Input records:
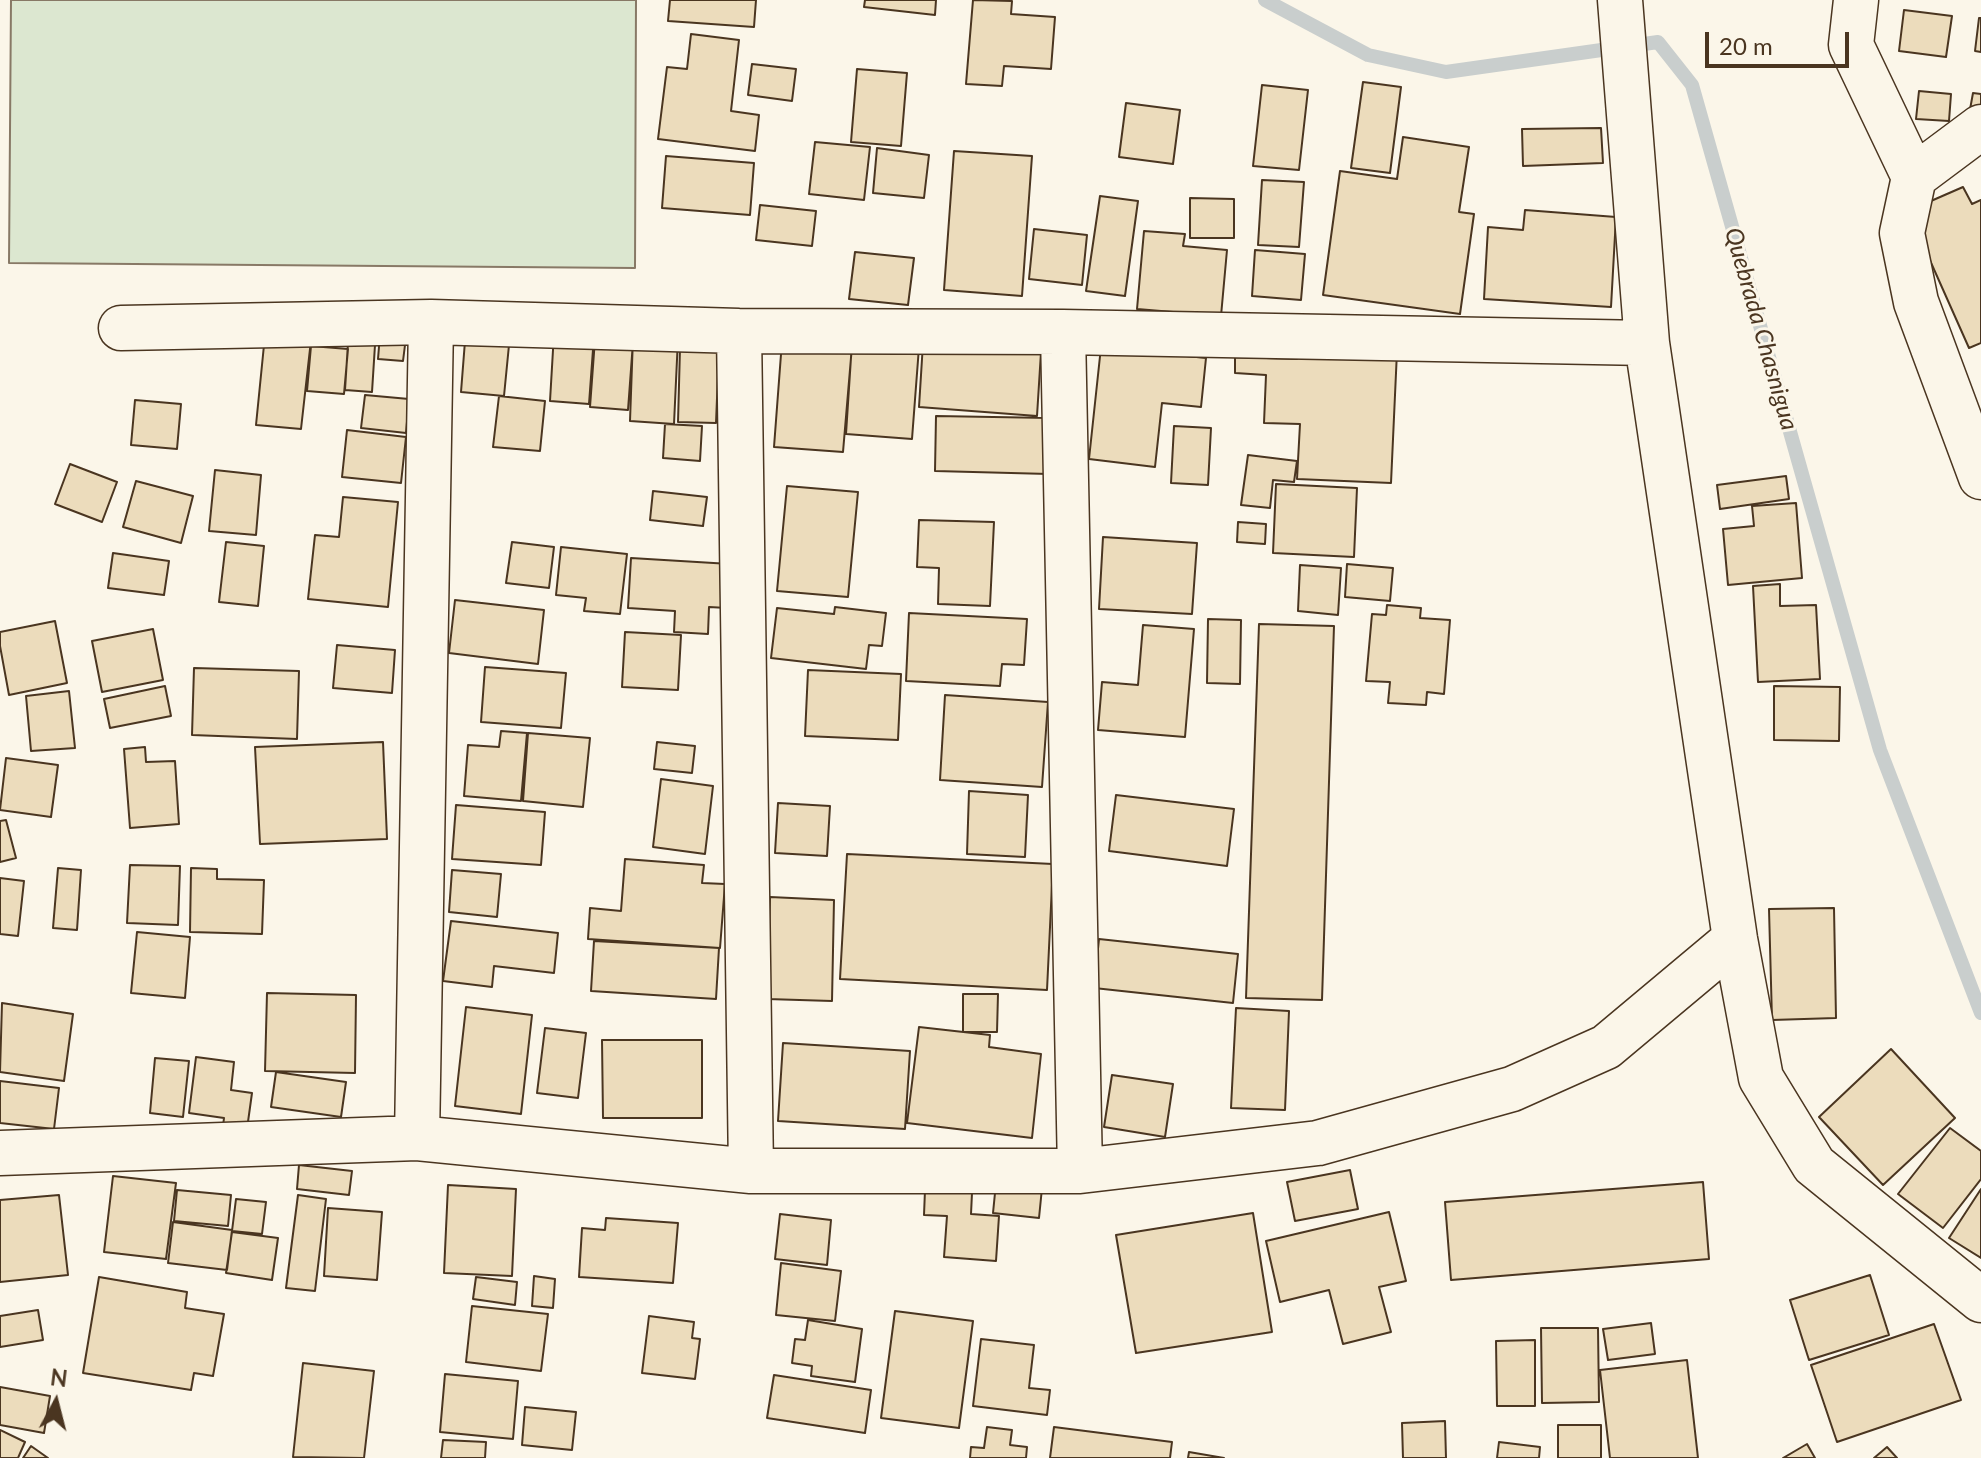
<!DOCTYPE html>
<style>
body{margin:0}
#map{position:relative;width:1981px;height:1458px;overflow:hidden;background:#fbf6e9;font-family:Lato,sans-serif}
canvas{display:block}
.north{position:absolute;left:16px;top:1362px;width:80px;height:80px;-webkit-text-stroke:6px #fbf6e9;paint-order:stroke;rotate:7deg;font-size:22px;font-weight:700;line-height:32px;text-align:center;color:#4a3520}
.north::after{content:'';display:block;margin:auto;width:28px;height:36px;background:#4a3520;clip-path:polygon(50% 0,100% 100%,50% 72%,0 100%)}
.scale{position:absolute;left:1705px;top:32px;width:144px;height:36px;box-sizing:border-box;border:4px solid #4a3520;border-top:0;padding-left:10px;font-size:24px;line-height:28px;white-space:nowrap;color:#4a3520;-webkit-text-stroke:6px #fbf6e9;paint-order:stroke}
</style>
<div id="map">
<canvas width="1981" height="1458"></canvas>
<div class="north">N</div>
<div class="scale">20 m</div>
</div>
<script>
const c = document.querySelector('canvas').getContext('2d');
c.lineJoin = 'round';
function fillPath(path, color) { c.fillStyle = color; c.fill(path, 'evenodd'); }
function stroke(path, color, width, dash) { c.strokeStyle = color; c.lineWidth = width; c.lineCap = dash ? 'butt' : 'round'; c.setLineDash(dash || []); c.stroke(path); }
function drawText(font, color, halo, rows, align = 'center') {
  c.font = font + ' Lato,sans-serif'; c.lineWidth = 6; c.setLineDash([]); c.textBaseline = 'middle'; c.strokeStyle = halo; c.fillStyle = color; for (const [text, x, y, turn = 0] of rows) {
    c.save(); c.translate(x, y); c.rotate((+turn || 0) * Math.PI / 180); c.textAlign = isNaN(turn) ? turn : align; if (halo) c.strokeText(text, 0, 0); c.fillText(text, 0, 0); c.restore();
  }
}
const green = new Path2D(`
 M11 0H636L635 268 9 263Z`);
fillPath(green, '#dce7d0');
stroke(green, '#887966', 2);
stroke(new Path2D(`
 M1265 0 1368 55 1446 72 1658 42 1692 85 1880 750 1981 1013`), '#c9cecd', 14);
const building = new Path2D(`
 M670 0H756L754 27 668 21Z
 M865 0H936L935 15 864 7Z
 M973 0 1012 1 1011 14 1055 17 1051 69 1004 66 1002 86 966 84Z
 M1904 10 1952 16 1946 57 1899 51Z
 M1979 18H1981V52L1975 51Z
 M691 34 739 40 731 111 759 115 755 151 658 139 667 67 687 69Z
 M752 64 796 69 792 101 748 95Z
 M857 69 907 73 901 146 851 142Z
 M1363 82 1401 87 1390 173 1351 168Z
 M1262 85 1308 90 1299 170 1253 166Z
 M1919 91 1951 94 1949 121 1916 119Z
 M1973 93 1981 94V128L1967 126Z
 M1126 103 1180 110 1173 164 1119 157Z
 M1601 128 1603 163 1523 166 1522 129Z
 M1403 137 1469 147 1459 212 1474 214 1460 314 1323 295 1340 171 1397 179Z
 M815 142 870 147 864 200 809 194Z
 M877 148 929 155 924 198 873 193Z
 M954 151 1032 156 1022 296 944 290Z
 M666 156 754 163 750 215 662 208Z
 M1262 180 1304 182 1299 247 1258 245Z
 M1963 187 1972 204 1981 200V343L1969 348 1908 211Z
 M1100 196 1138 201 1125 296 1086 291Z
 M1190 198 1234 199V238H1190Z
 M760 205 816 211 812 246 756 240Z
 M1525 210 1616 217 1611 307 1484 299 1488 227 1523 230Z
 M1034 229 1087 235 1082 285 1029 279Z
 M1144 231 1185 234 1183 246 1227 250 1221 316 1137 309Z
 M1255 250 1305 254 1301 300 1252 296Z
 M855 252 914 258 908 305 849 299Z
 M554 333 594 336 589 404 550 401Z
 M380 334 406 337 403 361 378 359Z
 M265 335 311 340 301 429 256 425Z
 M633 337 678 338 674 424 630 421Z
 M595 339 633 342 628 410 590 407Z
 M465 341 509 345 504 396 461 392Z
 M782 341 852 346 843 452 774 447Z
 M852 342 919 347 912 439 846 434Z
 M348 343 375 345 372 392 345 390Z
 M923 343 1041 352 1037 416 919 407Z
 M311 346 348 349 344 394 307 391Z
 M1298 346 1397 351 1391 483 1297 479 1300 424 1264 423 1266 375 1235 373V357L1297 359Z
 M1101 347 1206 358 1201 407 1162 403 1155 467 1089 459Z
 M680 348 719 349 716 423 678 422Z
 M365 395 409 399 406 433 361 428Z
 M499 396 545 401 540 451 493 447Z
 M135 400 181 404 177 449 131 445Z
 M936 416 1050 418 1049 474 935 471Z
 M665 424 702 426 700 461 663 458Z
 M1174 426 1211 428 1208 485 1171 483Z
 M347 430 406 437 401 483 342 477Z
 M1248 455 1297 461 1294 482 1273 480 1270 508 1241 505Z
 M70 464 117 482 102 522 55 504Z
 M215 470 261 475 256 535 209 531Z
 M1786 476 1789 499 1720 509 1717 485Z
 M136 481 193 496 181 543 123 527Z
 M1276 484 1357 488 1354 557 1273 553Z
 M787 486 858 492 848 597 777 591Z
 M653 491 707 497 703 526 650 520Z
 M343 497 398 502 388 607 308 599 315 535 339 537Z
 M1796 503 1802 578 1728 585 1723 529 1754 526 1752 506Z
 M919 520 994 522 990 606 938 604 939 568 917 567Z
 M1238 522 1266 524 1265 544 1237 542Z
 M1103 537 1197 543 1192 614 1099 609Z
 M226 542 264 546 258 606 219 602Z
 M512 542 554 547 549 588 506 583Z
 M561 547 627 554 620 614 584 611 586 598 556 595Z
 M113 553 169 561 164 595 108 588Z
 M631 558 730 564 727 608 709 607 708 634 674 632 675 611 628 608Z
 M1347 564 1393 568 1390 601 1345 597Z
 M1300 565 1341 568 1338 615 1298 611Z
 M1780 584V606L1816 605 1820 679 1758 682 1753 586Z
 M455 600 544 610 538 664 449 653Z
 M1387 605 1421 608 1420 618 1450 620 1444 694 1427 692 1426 705 1388 703 1390 682 1366 681 1372 614 1386 615Z
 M835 607 886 613 882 646 869 645 866 669 771 658 777 608 834 614Z
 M909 613 1027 619 1024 665 1002 664 1000 686 906 681Z
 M1208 619 1241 620 1240 684 1207 683Z
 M55 621 67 683 9 695 0 646V632Z
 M1259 624 1334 626 1322 1000 1246 998Z
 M1143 625 1194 629 1185 737 1098 730 1102 682 1138 685Z
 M153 629 163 680 102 692 92 641Z
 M625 632 681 635 678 690 622 687Z
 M337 645 395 650 392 693 333 688Z
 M485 667 566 673 561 728 481 722Z
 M194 668 299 671 297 739 192 735Z
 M808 670 901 674 898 740 805 736Z
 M165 686 171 716 110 728 104 699Z
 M1774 686 1840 687 1839 741 1774 740Z
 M69 691 75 748 31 751 26 696Z
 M945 695 1048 702 1042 787 940 780Z
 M501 731 527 733 521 801 464 796 468 745 499 747Z
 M528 733 590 738 583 807 523 801Z
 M383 742 387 839 260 844 255 747Z
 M657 742 695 746 692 773 654 769Z
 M145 747 146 762 175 761 179 824 130 828 124 749Z
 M6 758 58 765 51 817 0 810Z
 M661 779 713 786 705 854 653 847Z
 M969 791 1028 795 1025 857 967 854Z
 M1116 795 1234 809 1227 866 1109 851Z
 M778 803 830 806 827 856 775 853Z
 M456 805 545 812 541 865 452 859Z
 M6 820 16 858 0 862V821Z
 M847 854 1053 864 1047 990 840 979Z
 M625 859 704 865 702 883 725 884 720 948 588 939 590 908 621 911Z
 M130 865 180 866 178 925 127 923Z
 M58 868 81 870 77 930 53 928Z
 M191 868 217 869V879L264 880 262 934 190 932Z
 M452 870 501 874 497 917 449 912Z
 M0 878 24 881 18 936 0 934Z
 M770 897 834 900 832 1001 767 999Z
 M1834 908 1836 1018 1772 1020 1769 909Z
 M451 921 558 933 554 973 494 966 492 987 443 981Z
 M137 932 190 937 185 998 131 993Z
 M1099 939 1238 954 1233 1003 1094 988Z
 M594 941 719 948 716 999 591 991Z
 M267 993 356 995 355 1073 265 1071Z
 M963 994H998L997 1032H963Z
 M2 1003 73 1014 64 1081 0 1072Z
 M466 1007 532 1015 521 1114 455 1106Z
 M1236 1008 1289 1011 1285 1110 1231 1108Z
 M919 1027 990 1035 989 1047 1041 1054 1032 1138 907 1123Z
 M545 1028 586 1033 578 1098 537 1093Z
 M602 1040H702V1118H603Z
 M783 1043 910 1051 905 1129 778 1121Z
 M1891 1049 1955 1118 1883 1185 1819 1117Z
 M196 1057 234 1062 231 1090 252 1093 247 1129 223 1126 224 1118 189 1113Z
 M155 1058 189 1061 183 1117 150 1113Z
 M276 1072 346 1082 341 1117 271 1107Z
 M1112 1075 1173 1084 1165 1137 1104 1127Z
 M0 1081 59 1088 54 1129 0 1123Z
 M1950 1128 1981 1151V1179L1943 1228 1898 1194Z
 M299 1165 352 1171 349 1195 297 1189Z
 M1350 1170 1358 1209 1295 1221 1287 1182Z
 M113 1176 176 1183 166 1259 104 1252Z
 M1703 1182 1709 1259 1451 1280 1445 1202Z
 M996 1183 1042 1188 1039 1218 993 1213Z
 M448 1185 516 1189 512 1276 444 1273Z
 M1981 1189V1258L1949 1238Z
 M177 1190 231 1195 228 1226 174 1221Z
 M925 1190 972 1193 971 1214 999 1216 996 1261 944 1257 947 1216 924 1215Z
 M59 1195 68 1275 0 1282V1200Z
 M298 1195 326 1199 315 1291 286 1288Z
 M236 1199 266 1202 262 1234 232 1231Z
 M328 1208 382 1212 377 1280 324 1276Z
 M1389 1212 1406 1281 1379 1287 1391 1332 1343 1344 1329 1290 1280 1302 1266 1241Z
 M1253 1213 1272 1332 1136 1353 1116 1235Z
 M780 1214 831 1220 827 1265 775 1259Z
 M606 1218 678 1223 673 1283 579 1277 582 1228 605 1230Z
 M173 1222 232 1230 227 1270 168 1263Z
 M232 1232 278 1238 272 1280 226 1273Z
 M781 1263 841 1271 835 1321 776 1315Z
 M1870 1275 1889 1335 1809 1360 1790 1300Z
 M534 1276 555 1279 553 1308 532 1306Z
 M99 1277 187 1292 185 1308 224 1314 213 1376 194 1373 191 1390 83 1373Z
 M476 1277 517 1282 515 1305 473 1299Z
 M472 1306 548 1314 541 1371 466 1362Z
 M38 1310 43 1340 0 1347V1316Z
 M895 1311 973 1321 959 1428 881 1418Z
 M649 1316 694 1322 692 1338 700 1339 695 1379 642 1373Z
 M808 1320 862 1329 855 1382 811 1376 812 1366 792 1363 795 1339 805 1340Z
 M1651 1323 1655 1354 1608 1360 1603 1329Z
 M1934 1324 1961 1400 1837 1442 1811 1365Z
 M1541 1328H1598L1599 1402 1542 1403Z
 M981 1339 1034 1345 1029 1388 1050 1390 1047 1415 973 1406Z
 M1535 1340V1406H1497L1496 1341Z
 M1687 1360 1698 1458H1610L1600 1370Z
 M303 1363 374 1371 364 1458 293 1457Z
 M445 1374 518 1381 513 1439 440 1432Z
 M774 1375 871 1390 865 1433 767 1418Z
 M0 1387 50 1396 44 1433 0 1425Z
 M525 1407 576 1412 572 1450 522 1445Z
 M1445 1421 1446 1458H1403L1402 1423Z
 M1558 1425H1601V1458H1558Z
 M987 1427 1012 1430 1010 1445 1027 1447 1026 1458H970L971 1447 984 1448Z
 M1054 1427 1172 1442 1170 1458H1050Z
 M0 1430 25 1442 18 1458H0Z
 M443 1440 486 1442 485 1458H441Z
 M1499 1442 1540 1447 1539 1458H1497Z
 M1807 1444 1815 1458H1783Z
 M31 1446 48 1458H23Z
 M1887 1447 1897 1458H1874Z
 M1189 1452 1224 1458H1188Z`);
fillPath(building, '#ecdcbc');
stroke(building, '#4a3520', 2);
const minor = new Path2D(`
 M1620 0 1647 343 1735 939 1761 1078 1814 1165 1981 1300
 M1856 0 1851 45 1914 177
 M1981 127 1914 177 1902 233 1916 302 1981 477
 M121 328 431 322 739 331 1063 332 1647 343
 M739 331 751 1171
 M1063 332 1080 1171
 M417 1138 431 322
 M0 1153 417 1138 751 1171H1080L1318 1143 1512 1089 1606 1047 1735 939`);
stroke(minor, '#4a3520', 47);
stroke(minor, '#fbf6e9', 44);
drawText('italic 24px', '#4a3520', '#fbf6e9', [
 ["Quebrada Chasnigua",1761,329,74]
]);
</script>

Task requirements: Tally the lines in the records that hold the word "align". Give only the total.

Response to this task: 3